Although there are both mild and severe cases, aplastic anemia is a serious illness and treatment usually depends on the underlying cause. For certain causes, recovery can be expected after treatment, however, relapses can occur. To treat the low blood counts in aplastic anemia patients, initial treatment is usually supportive, meaning that it is necessary to treat the symptoms first before treating disease itself. Supportive therapy may include:
- blood transfusion (both red blood cells and platelets)
- preventative antibiotic therapymeticulous hand washing
- special care to food preparation (such as only eating cooked foods)
- avoiding construction sites which may be a source of certain fungi
- medications (to stimulate the bone marrow to produce cells)
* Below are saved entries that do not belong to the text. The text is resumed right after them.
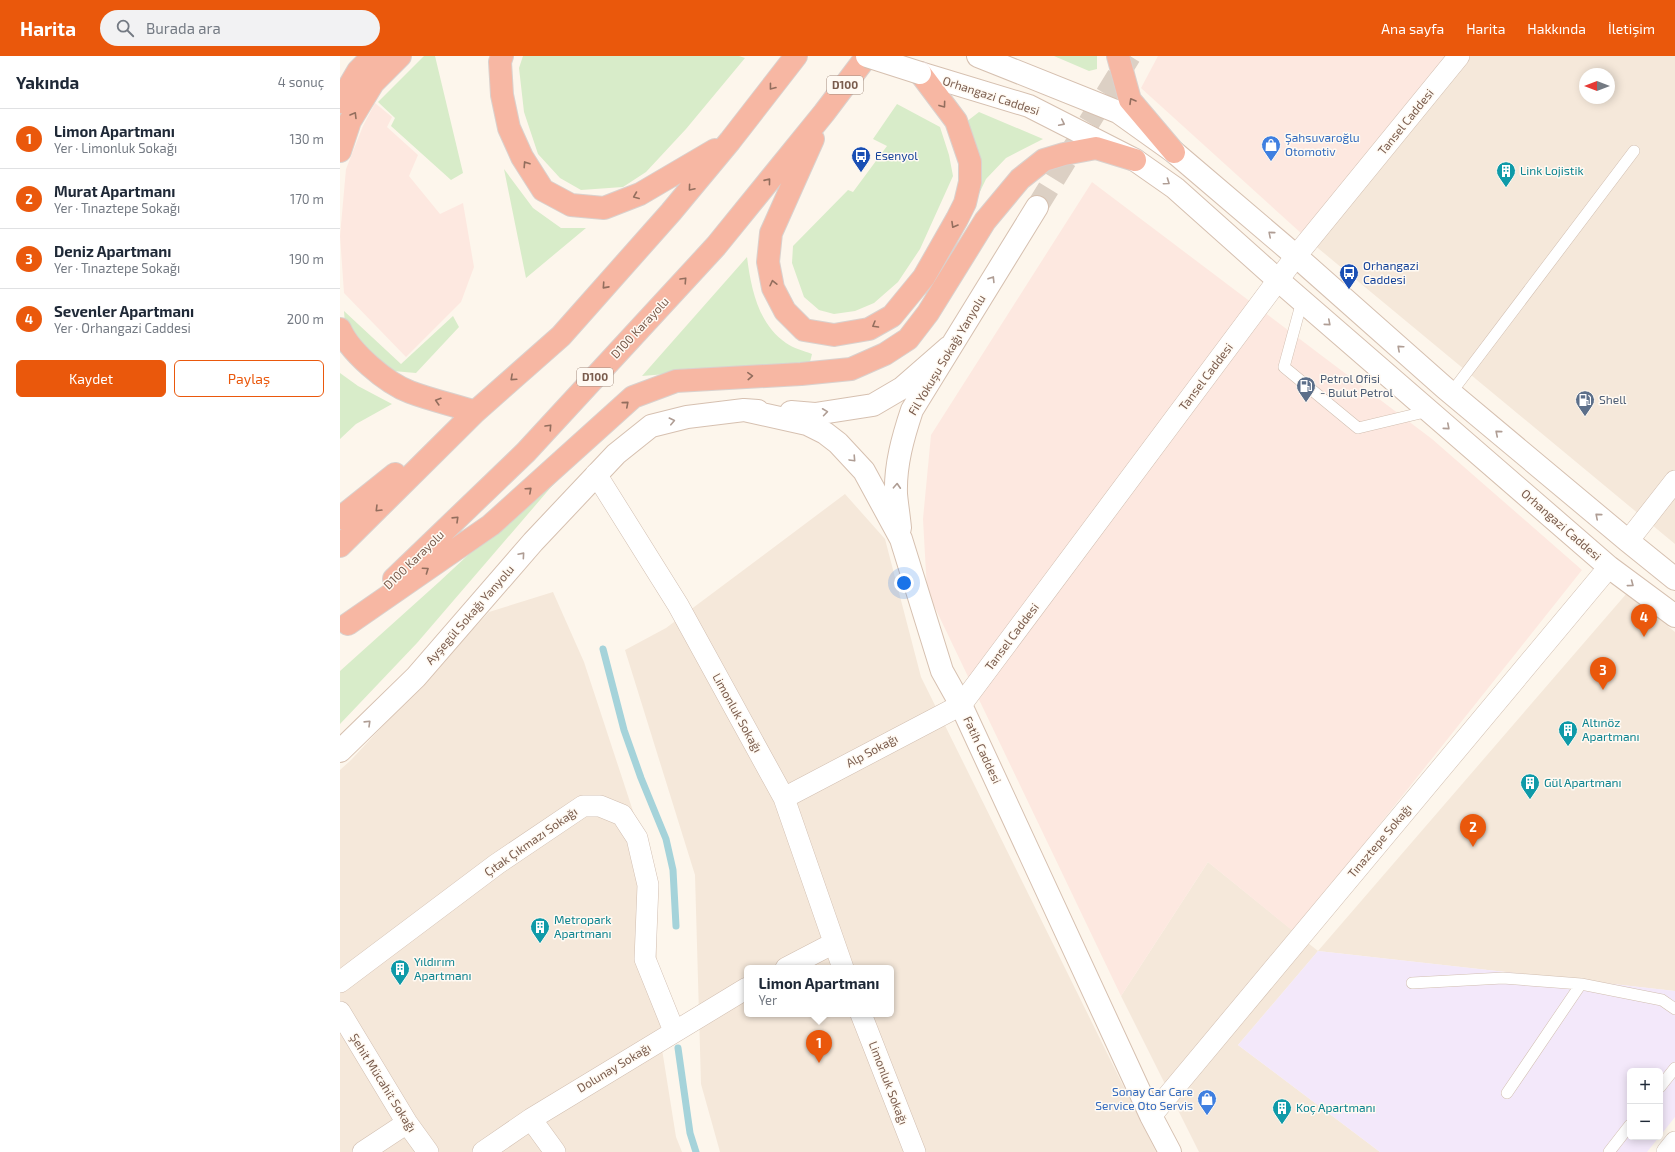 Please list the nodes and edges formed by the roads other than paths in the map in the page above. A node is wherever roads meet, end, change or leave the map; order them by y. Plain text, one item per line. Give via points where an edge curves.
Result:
1 (373, 56) edge
2 (400, 56) edge
3 (502, 56) edge
4 (796, 56) edge
5 (867, 56) edge
6 (978, 56) edge
7 (1118, 56) edge
8 (1459, 56) edge
9 (920, 73) junction
10 (340, 102) edge
11 (824, 113) junction
12 (730, 141) junction
13 (340, 151) edge
14 (1634, 151) dead end
15 (1174, 152) junction
16 (1135, 160) junction
17 (1037, 207) tunnel mouth
18 (1296, 256) junction
19 (1278, 280) junction
20 (1302, 301) junction
21 (340, 329) edge
22 (949, 347) junction
23 (1451, 393) junction
24 (744, 410) junction
25 (1429, 411) junction
26 (475, 412) junction
27 (596, 474) junction
28 (1675, 481) edge
29 (340, 518) edge
30 (901, 539) junction
31 (1628, 541) junction
32 (340, 546) edge
33 (1610, 567) junction
34 (1675, 579) edge
35 (1675, 616) edge
36 (344, 627) edge
37 (961, 705) junction
38 (340, 751) edge
39 (784, 798) junction
40 (834, 943) junction
41 (792, 965) edge
42 (842, 965) edge
43 (340, 982) edge
44 (1412, 983) dead end
45 (1581, 984) junction
46 (744, 990) edge
47 (1675, 1009) edge
48 (340, 1012) edge
49 (862, 1017) edge
50 (674, 1032) junction
51 (1675, 1068) edge
52 (1663, 1083) edge
53 (1507, 1093) dead end
54 (1152, 1116) junction
55 (531, 1119) junction
56 (407, 1123) junction
57 (1627, 1129) edge
58 (1675, 1142) edge
59 (363, 1152) edge
60 (428, 1152) edge
61 (483, 1152) edge
62 (555, 1152) edge
63 (915, 1152) edge
64 (1170, 1152) edge
65 (1609, 1152) edge
66 (1667, 1152) edge

1 - 10 highway via 358,71
13 -> 2 highway via 350,121 373,83
12 -> 3 highway via 640,194 604,208 572,205 543,190 522,157 509,128 502,95
4 -> 12 highway
5 - 9 main road, Orhangazi Caddesi, bridge
5 - 11 highway, D100 Karayolu / D100
6 - 15 main road via 1118,112
15 -> 7 highway via 1130,100
8 - 18 street, Tansel Caddesi
9 -> 11 highway via 956,121 963,141 970,162 970,182 964,203 924,277 892,316 869,329 834,335 804,330 785,311 773,288 768,262 771,233
9 -> 16 main road, Orhangazi Caddesi via 1029,106
36 -> 11 highway, D100 Karayolu / D100 via 526,452 716,246
12 -> 26 highway via 561,336
14 - 23 lane
18 -> 15 main road
16 -> 19 main road, Orhangazi Caddesi via 1175,188
36 -> 16 highway via 491,525 633,397 676,381 851,369 885,354 908,339 928,313 985,221 1020,179 1044,160 1096,148
22 -> 17 main road, Fil Yokuşu Sokağı Yanyolu
18 - 19 street, Tansel Caddesi
23 -> 18 main road
19 - 20 main road, Orhangazi Caddesi
19 - 37 street, Tansel Caddesi
20 -> 25 main road, Orhangazi Caddesi
20 - 25 lane via 1284,367 1358,428
26 -> 21 highway via 409,391 373,369 345,340
24 -> 22 main road via 815,414 873,405 902,388
30 -> 22 main road, Fil Yokuşu Sokağı Yanyolu via 896,493 898,458 903,435 912,410
31 -> 23 main road
27 -> 24 main road, Ayşegül Sokağı Yanyolu via 651,426 687,417
24 -> 30 main road, Fatih Caddesi via 807,424 838,443 864,471
25 -> 33 main road, Orhangazi Caddesi
26 - 29 highway
26 -> 32 highway
38 -> 27 main road, Ayşegül Sokağı Yanyolu via 416,677 533,542
27 - 39 street, Limonluk Sokağı via 678,606
28 - 31 street
30 - 37 main road, Fatih Caddesi via 942,672
31 - 33 main road
31 - 34 main road
33 -> 35 main road, Orhangazi Caddesi
33 - 54 street, Tınaztepe Sokağı
37 - 39 street, Alp Sokağı
37 - 54 main road, Fatih Caddesi
39 - 40 street, Limonluk Sokağı
40 - 41 street
40 - 42 street, Limonluk Sokağı
43 - 50 street, Çıtak Çıkmazı Sokağı via 497,864 583,806 600,806 622,815 637,838 648,885 645,960
44 - 45 lane via 1503,978
45 - 47 lane via 1662,1000
45 - 53 lane
46 - 50 street, Dolunay Sokağı
48 - 56 street, Şehit Mücahit Sokağı
49 - 63 street, Limonluk Sokağı
50 - 55 street, Dolunay Sokağı
51 - 52 lane
54 - 64 main road, Fatih Caddesi
55 - 61 street, Dolunay Sokağı
55 - 62 street
56 - 59 street
56 - 60 street, Şehit Mücahit Sokağı
57 - 65 lane
58 - 66 street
- immunosuppressive therapy
- hormone therapy
High doses of the chemotherapy drug cyclophosphamide can lead to long-lasting, complete remission in some patients. This type of therapy rids the body of the cells that cause aplastic anemia without destroying key blood and bone marrow-forming stem cells. Stem cells contain high levels of an enzyme called aldehyde dehydrogenase, which makes them resistant to the toxic effects of cyclophosphamide.
Bone marrow transplantation - where the patient's own non-functioning bone marrow is destroyed with drugs and/or radiation and replaced with donor bone marrow from a compatible donor, usually a sibling or other family member - is also a treatment option for some. When successful, bone marrow transplant is often a cure for aplastic anemia with few incidences of relapse. However, it is a very intensive therapy, and serious immune complications and infections are not unusual. Other non-life-threatening effects of bone marrow transplantation may include sterility and temporary hair loss. Patients under age 40 are the best candidates. Cure rates decline significantly in those over 40.